→ **ABOUT THIS TASK**
Produce all the records again exactly as they stand.

━━━━━ DATA SUPPLIED

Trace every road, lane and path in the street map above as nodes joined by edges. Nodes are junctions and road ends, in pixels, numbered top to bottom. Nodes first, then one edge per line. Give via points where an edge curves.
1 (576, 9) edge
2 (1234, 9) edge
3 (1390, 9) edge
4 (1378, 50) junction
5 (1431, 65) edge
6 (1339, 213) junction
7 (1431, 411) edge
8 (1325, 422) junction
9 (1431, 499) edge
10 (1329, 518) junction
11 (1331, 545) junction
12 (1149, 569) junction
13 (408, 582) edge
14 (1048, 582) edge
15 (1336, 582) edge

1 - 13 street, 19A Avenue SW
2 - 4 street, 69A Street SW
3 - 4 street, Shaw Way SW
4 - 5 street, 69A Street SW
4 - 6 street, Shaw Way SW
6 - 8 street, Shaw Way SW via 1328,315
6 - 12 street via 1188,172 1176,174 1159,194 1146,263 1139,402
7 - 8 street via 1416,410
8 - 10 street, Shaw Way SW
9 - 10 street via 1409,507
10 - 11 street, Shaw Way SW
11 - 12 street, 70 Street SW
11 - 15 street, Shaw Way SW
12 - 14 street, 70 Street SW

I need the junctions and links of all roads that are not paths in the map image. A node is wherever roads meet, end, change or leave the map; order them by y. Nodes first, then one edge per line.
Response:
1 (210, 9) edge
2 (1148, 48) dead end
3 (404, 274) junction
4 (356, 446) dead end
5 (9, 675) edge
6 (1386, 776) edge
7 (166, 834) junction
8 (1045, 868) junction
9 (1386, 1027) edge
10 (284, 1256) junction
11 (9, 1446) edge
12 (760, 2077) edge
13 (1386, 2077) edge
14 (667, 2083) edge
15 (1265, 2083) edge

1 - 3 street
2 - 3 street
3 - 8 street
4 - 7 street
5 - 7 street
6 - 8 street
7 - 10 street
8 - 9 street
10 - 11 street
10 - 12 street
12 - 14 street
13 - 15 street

━━━━━━━━━━

→ **EXPECTED ANSWER**
Trace every road, lane and path in the street map above as nodes joined by edges. Nodes are junctions and road ends, in pixels, numbered top to bottom. Nodes first, then one edge per line. Give via points where an edge curves.
1 (576, 9) edge
2 (1234, 9) edge
3 (1390, 9) edge
4 (1378, 50) junction
5 (1431, 65) edge
6 (1339, 213) junction
7 (1431, 411) edge
8 (1325, 422) junction
9 (1431, 499) edge
10 (1329, 518) junction
11 (1331, 545) junction
12 (1149, 569) junction
13 (408, 582) edge
14 (1048, 582) edge
15 (1336, 582) edge

1 - 13 street, 19A Avenue SW
2 - 4 street, 69A Street SW
3 - 4 street, Shaw Way SW
4 - 5 street, 69A Street SW
4 - 6 street, Shaw Way SW
6 - 8 street, Shaw Way SW via 1328,315
6 - 12 street via 1188,172 1176,174 1159,194 1146,263 1139,402
7 - 8 street via 1416,410
8 - 10 street, Shaw Way SW
9 - 10 street via 1409,507
10 - 11 street, Shaw Way SW
11 - 12 street, 70 Street SW
11 - 15 street, Shaw Way SW
12 - 14 street, 70 Street SW

I need the junctions and links of all roads that are not paths in the map image. A node is wherever roads meet, end, change or leave the map; order them by y. Nodes first, then one edge per line.
Response:
1 (210, 9) edge
2 (1148, 48) dead end
3 (404, 274) junction
4 (356, 446) dead end
5 (9, 675) edge
6 (1386, 776) edge
7 (166, 834) junction
8 (1045, 868) junction
9 (1386, 1027) edge
10 (284, 1256) junction
11 (9, 1446) edge
12 (760, 2077) edge
13 (1386, 2077) edge
14 (667, 2083) edge
15 (1265, 2083) edge

1 - 3 street
2 - 3 street
3 - 8 street
4 - 7 street
5 - 7 street
6 - 8 street
7 - 10 street
8 - 9 street
10 - 11 street
10 - 12 street
12 - 14 street
13 - 15 street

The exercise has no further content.